Il s’est vendu, pendant le meeting, un nombre considérable de brochures de propagande, et cent exemplaires du Bulletin ont été distribués.

Le Pays (le journal clérical de l’endroit) a trouvé mauvais que le citoyen Georges Plumez, ouvrier horloger et membre du Conseil communal de Porrentruy, ait rempli les fonctions de président du meeting. « On s’étonnait généralement, dit ce journal, de voir un membre du Conseil communal se mettre ainsi en évidence à la tête d’une manifestation socialiste. » Qu’il nous soit permis de dire au Pays, qui probablement l’ignore, que le citoyen Plumez est un socialiste de vieille date, et que, longtemps avant de siéger dans un Conseil communal quelconque, il était membre de l’Internationale, qu’il a contribué à fonder au Locle en 1866. Il est resté fidèle à ses convictions : cela lui fait honneur. Et si cela déplaît au Pays, tant mieux.

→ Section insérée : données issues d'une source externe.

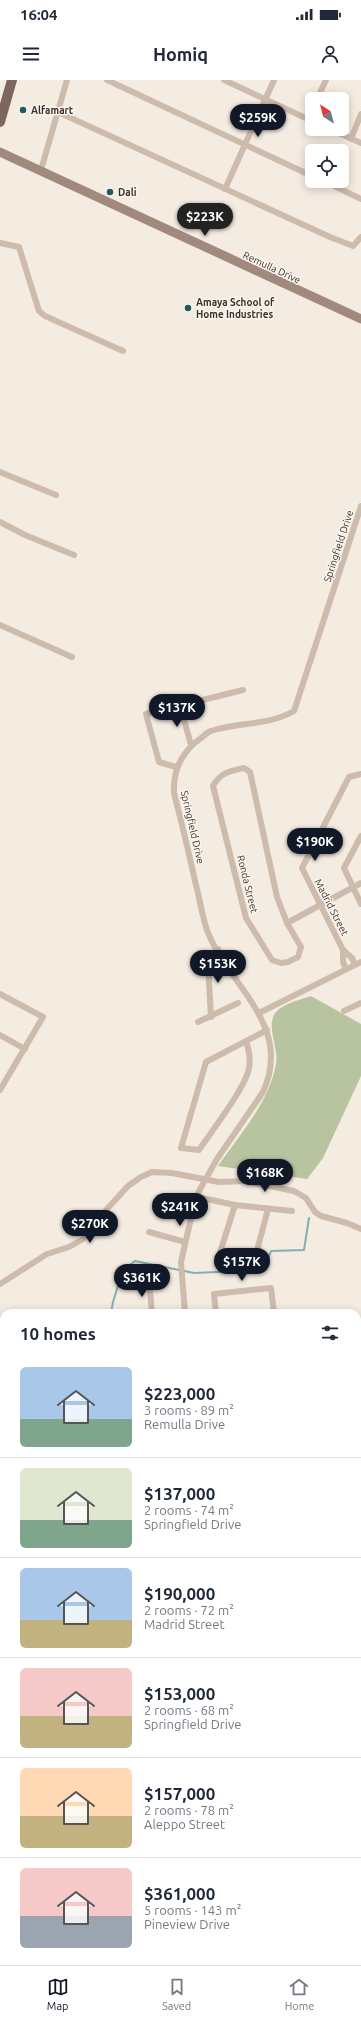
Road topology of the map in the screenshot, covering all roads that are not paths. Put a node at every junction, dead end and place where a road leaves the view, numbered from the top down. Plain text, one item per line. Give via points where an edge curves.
1 (12, 80) edge
2 (67, 80) edge
3 (107, 80) edge
4 (224, 80) edge
5 (274, 80) edge
6 (326, 80) edge
7 (320, 92) edge
8 (266, 100) junction
9 (58, 112) junction
10 (361, 114) edge
11 (305, 118) edge
12 (0, 122) edge
13 (345, 136) edge
14 (351, 139) junction
15 (361, 143) edge
16 (245, 144) junction
17 (0, 152) edge
18 (41, 170) junction
19 (305, 173) edge
20 (338, 188) edge
21 (225, 189) junction
22 (361, 199) edge
23 (361, 237) edge
24 (0, 243) edge
25 (361, 320) edge
26 (123, 351) dead end
27 (0, 472) edge
28 (56, 495) dead end
29 (361, 506) edge
30 (0, 522) edge
31 (74, 555) dead end
32 (0, 625) edge
33 (72, 657) dead end
34 (243, 690) dead end
35 (180, 705) junction
36 (191, 745) junction
37 (176, 767) junction
38 (361, 774) edge
39 (361, 836) edge
40 (361, 883) edge
41 (353, 887) junction
42 (361, 904) edge
43 (320, 905) junction
44 (287, 923) junction
45 (218, 949) junction
46 (343, 950) junction
47 (358, 963) edge
48 (346, 969) junction
49 (0, 994) edge
50 (238, 1003) dead end
51 (361, 1003) edge
52 (344, 1011) dead end
53 (259, 1013) junction
54 (210, 1017) junction
55 (198, 1022) dead end
56 (267, 1030) junction
57 (0, 1035) edge
58 (246, 1041) junction
59 (25, 1049) junction
60 (0, 1090) edge
61 (205, 1180) junction
62 (159, 1197) dead end
63 (197, 1197) junction
64 (235, 1205) junction
65 (194, 1206) junction
66 (268, 1209) junction
67 (292, 1211) dead end
68 (361, 1229) edge
69 (149, 1232) dead end
70 (185, 1242) junction
71 (255, 1258) dead end
72 (218, 1259) dead end
73 (149, 1281) dead end
74 (0, 1284) edge
75 (152, 1309) edge
76 (185, 1309) edge
77 (216, 1309) edge
78 (274, 1309) edge
79 (361, 1630) edge
80 (361, 1716) edge

1 - 12 main road
2 - 9 street
3 - 16 street
4 - 8 street
5 - 8 street
6 - 7 street
8 - 11 street
8 - 16 street
9 - 18 street
9 - 21 street
10 - 14 street
13 - 14 street
14 - 15 street
16 - 19 street
16 - 21 street
17 - 18 main road, Remulla Drive
18 - 25 main road, Remulla Drive
20 - 22 street
21 - 23 street via 353,246
24 - 26 street via 19,247 39,311
27 - 28 street
29 - 36 street, Springfield Drive via 294,711 283,718 210,732
30 - 31 street
32 - 33 street
34 - 35 street
35 - 36 street
35 - 37 street via 146,714 159,762
36 - 37 street, Springfield Drive
37 - 45 street, Springfield Drive via 174,793 207,930
38 - 43 street, Madrid Street via 349,777 302,868
39 - 41 street via 344,868
40 - 41 street
41 - 42 street
41 - 43 street
43 - 44 street
43 - 46 street, Madrid Street
44 - 44 street, Ronda Street via 302,947 298,957 281,963 272,960 246,918 213,786 226,771 244,768 250,772 276,897
45 - 53 street, Springfield Drive
45 - 54 street via 208,965
46 - 47 street, Madrid Street
46 - 48 street, Madrid Street
47 - 48 street
48 - 53 street
49 - 59 street via 43,1017
50 - 54 street
51 - 52 street
53 - 56 street, Springfield Drive
54 - 55 street
56 - 58 street
56 - 61 street, Springfield Drive via 271,1056 267,1082
57 - 59 street
58 - 58 street via 206,1062 181,1148 199,1150 244,1083 250,1058
59 - 60 street
61 - 63 street, Springfield Drive
61 - 68 street via 245,1181 294,1191 306,1198 315,1212 321,1216 340,1220
61 - 74 street via 152,1172 141,1177 114,1200 83,1239 47,1254
62 - 65 street
63 - 64 street
63 - 65 street, Springfield Drive
64 - 66 street
64 - 72 street
65 - 70 street, Springfield Drive
66 - 67 street
66 - 71 street
69 - 70 street
70 - 76 street, Springfield Drive via 181,1262
73 - 75 street
77 - 78 street via 214,1294 271,1288
79 - 80 street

Le lendemain de l’assemblée. Brousse, qui avait affaire en France, où il voulait visiter des sections de l’Internationale, devait traverser la frontière à pied. Porrentruy avait alors pour préfet un radical très rouge, nommé Stockmar, qui faisait volontiers des avances et des politesses aux communards. Ayant appris, je ne sais comment, le projet de Brousse, il lui proposa, pour mieux dépister la police versaillaise, de le faire accompagner jusqu’à la limite du territoire suisse par un gendarme, qui lui indiquerait les sentiers les plus sûrs. Ce fut donc sous la bienveillante conduite d’un « Pandore » bernois habillé en civil, et plein de sollicitude pour le propagandiste révolutionnaire, que Brousse, pour la première fois depuis 1872, franchit, le 8 janvier 1877, la frontière du pays où régnait Mac-Mahon.

Quant à Adhémar et à moi, nous quittâmes Porrentruy par la diligence qui passait à Sainte-Ursanne, Undervelier, Bellelay, Tramelan, pour regagner Sonceboz, où nous nous séparâmes. Nous eûmes pour compagnon de voyage un monsieur fort aimable et fort instruit, avec qui nous causâmes de mille choses diverses : c’était M. Auguste Favrot, — juge au tribunal cantonal bernois, et beau-frère de l’ « historien national » Alexandre Daguet (lequel avait été le prédécesseur de M. Friche à l’école normale de Porrentruy), — qui se rendait à Berne. L’ancienne abbaye de Bellelay, où s’arrêta le postillon pour changer de chevaux, m’intéressait à cause des écoles qu’y avait fondées dans le dernier tiers du dix-huitième siècle l’abbé philosophe Nicolas Deluze : et cela nous amena à échanger tous les trois des vues sur l’éducation. Lorsque M. Favrot prit congé de nous, nous lui dîmes qui nous étions, et je crus m’apercevoir qu’il n’en fut pas médiocrement étonné.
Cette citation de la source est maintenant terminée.